15.67 - Multivisceral transplantation for non-resectable Pancreatoblastoma: a casereport

Presenter: Asa, Noren, , Sweden
Authors: Asa Noren1, Gustaf Österlundh2, Audur Gudjonsdottir3, Marie Krantz3, Mats Edenholm3, Helena Borg3, Markus Gäbel1, Gustaf Herlenius1

“Multivisceral transplantation for non-resectable Pancreatoblastoma; a casereport”

Asa Noren1, Gustaf Österlundh2, Audur Gudjonsdottir3, Marie Krantz3, Mats Edenholm3, Helena Borg3, Markus Gäbel1, Gustaf Herlenius1

1Department of Transplantation, Sahlgrenska University Hospital, Gothenburg, Sweden; 2Department of Pediatric Hematology and Oncology, Queen Silvia Children's Hostpital, Sahlgrenska University Hospital, Gothenburg, Sweden; 3Department of Pediatrics, Queen Silvia Children's Hospital, Sahlgrenska University Hospital, Gothenburg, Sweden

 

 
BACKGROUND: “Blastomas” are rare pediatric tumors accounting for less than 1% of tumors in children. First-line treatment consists of chemotherapy and surgical resection. We report, to the best of our knowledge, the first case of a pancreatoblastoma treated by multivisceral transplantation (MVTx).
PATIENT: An 8-year-old boy presented with abdominal tenderness and a palpable mass in the epigastrium.
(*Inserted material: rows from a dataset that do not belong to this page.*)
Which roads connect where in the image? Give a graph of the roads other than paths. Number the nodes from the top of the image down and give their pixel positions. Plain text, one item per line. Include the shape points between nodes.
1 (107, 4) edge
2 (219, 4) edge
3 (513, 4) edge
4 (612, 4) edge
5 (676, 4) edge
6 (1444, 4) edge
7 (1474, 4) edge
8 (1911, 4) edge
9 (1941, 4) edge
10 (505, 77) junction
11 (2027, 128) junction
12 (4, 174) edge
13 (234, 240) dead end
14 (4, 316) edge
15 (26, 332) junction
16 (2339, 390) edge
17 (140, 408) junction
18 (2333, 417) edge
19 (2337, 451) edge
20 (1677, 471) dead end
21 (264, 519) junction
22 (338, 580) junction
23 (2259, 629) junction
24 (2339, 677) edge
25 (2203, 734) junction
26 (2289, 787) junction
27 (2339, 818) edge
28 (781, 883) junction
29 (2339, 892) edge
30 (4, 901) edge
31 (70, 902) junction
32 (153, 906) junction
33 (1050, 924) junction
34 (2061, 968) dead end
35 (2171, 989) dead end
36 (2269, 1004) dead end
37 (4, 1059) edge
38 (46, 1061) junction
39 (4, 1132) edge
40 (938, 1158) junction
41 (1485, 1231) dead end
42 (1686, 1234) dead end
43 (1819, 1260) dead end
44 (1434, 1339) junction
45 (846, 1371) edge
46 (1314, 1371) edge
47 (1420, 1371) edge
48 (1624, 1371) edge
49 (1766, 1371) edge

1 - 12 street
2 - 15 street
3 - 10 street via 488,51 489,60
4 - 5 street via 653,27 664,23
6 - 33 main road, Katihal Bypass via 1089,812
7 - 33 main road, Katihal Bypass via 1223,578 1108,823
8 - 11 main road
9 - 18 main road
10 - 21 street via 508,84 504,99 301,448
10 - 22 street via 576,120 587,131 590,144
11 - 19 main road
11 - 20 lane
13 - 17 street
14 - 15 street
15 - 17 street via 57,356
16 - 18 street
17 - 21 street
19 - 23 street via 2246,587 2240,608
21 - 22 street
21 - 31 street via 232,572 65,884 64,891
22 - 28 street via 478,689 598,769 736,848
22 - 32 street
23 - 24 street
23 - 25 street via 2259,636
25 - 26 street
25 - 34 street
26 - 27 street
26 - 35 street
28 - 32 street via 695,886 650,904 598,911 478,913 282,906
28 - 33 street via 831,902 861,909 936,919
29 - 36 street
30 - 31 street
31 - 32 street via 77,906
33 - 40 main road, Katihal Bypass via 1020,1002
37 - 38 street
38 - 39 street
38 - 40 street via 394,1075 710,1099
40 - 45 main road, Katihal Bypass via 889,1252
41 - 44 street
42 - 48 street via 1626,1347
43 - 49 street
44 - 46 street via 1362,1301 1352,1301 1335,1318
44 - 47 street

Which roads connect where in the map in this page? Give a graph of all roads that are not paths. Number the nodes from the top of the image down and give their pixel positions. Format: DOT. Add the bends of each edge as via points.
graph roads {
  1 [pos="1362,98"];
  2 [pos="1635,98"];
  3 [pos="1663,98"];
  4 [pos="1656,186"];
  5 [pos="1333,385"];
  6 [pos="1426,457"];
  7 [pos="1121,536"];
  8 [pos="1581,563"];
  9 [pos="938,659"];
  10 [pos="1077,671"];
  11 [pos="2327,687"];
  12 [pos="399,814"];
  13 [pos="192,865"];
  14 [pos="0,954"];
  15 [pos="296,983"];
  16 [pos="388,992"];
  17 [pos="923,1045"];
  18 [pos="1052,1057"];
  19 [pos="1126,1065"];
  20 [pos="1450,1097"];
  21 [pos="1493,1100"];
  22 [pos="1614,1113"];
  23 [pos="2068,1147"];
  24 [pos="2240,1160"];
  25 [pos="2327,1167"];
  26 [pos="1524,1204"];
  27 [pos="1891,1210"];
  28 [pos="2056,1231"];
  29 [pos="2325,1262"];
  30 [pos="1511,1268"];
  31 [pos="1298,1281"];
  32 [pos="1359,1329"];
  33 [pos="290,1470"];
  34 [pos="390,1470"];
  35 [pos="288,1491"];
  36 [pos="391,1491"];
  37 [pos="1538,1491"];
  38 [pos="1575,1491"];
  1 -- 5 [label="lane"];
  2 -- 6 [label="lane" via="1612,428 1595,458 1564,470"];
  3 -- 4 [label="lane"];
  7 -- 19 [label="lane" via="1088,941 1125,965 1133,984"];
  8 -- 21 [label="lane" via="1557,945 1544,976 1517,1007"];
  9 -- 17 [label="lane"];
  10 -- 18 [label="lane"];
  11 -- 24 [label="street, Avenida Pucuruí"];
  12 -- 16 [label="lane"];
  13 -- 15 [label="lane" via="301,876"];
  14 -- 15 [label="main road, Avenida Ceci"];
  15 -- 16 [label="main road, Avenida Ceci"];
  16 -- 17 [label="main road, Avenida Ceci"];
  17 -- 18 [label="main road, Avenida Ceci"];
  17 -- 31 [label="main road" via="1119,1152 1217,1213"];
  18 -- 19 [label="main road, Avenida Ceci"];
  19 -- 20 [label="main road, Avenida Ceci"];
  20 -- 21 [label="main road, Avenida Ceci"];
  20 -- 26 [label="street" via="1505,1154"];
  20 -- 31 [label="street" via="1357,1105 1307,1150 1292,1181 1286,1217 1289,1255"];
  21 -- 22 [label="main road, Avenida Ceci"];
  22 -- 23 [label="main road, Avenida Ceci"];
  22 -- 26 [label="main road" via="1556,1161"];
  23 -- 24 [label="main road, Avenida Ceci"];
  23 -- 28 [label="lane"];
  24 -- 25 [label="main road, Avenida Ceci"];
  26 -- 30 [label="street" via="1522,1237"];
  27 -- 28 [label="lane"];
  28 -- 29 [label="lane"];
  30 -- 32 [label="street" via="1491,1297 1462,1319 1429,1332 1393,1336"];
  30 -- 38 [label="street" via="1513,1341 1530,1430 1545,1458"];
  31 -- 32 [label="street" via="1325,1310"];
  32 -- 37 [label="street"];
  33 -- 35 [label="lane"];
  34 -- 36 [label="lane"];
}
Radiological and histopathological confirmation of pancreatoblastoma were obtained. Chemotherapy was initiated; four cycles of cisplatin and doxorubicin followed by three cycles of cisplatin as single treatment. Due to nephrotoxicity vincristine, actinomycin and cyclophosphamide were given every fourth week for eight cycles while awaiting transplantation. A more than 50% size reduction of the tumor was achieved with this protocol. However, surgical resection was precluded due to tumor involvement of the portal and superior mesenteric veins in addition to multiple jejunal venous branches. MVTx was performed with a graft from an ABO identical donor. Immunosuppression (IS) consisted of induction with anti-thymocyte globulin (ATG), tacrolimus and low-level corticosteroids. Two steroid resistant rejection episodes were managed with additional ATG.  Graft versus host disease (GVHD) with mucocutaneous and hematological manifestations was successfully addressed by steroid administration. Post-transplant lymphoproliferative disorder (PTLD) in the allograft and native colon was documented with a concomitant rise in Epstein-Barr virus (EBV) titers. This was resolved after three courses of rituximab followed by four courses of mCOMP (cyclophosphamide, vincristine, methotrexate, prednisolone). The patient was discharged with partial parenteral nutrition (PN) after 10 months. Radiological follow-up as well as alfa-fetoprotein levels remain normal 18 months after transplantation. CONCLUSION: MVTx may be an option in selected cases of non-resectable intra-abdominal malignancies. The post-transplant course in this case was strongly influenced by the additional toxicity and immunosuppressive properties of the pre- and post-transplant chemotherapy. Long term follow-up is still lacking.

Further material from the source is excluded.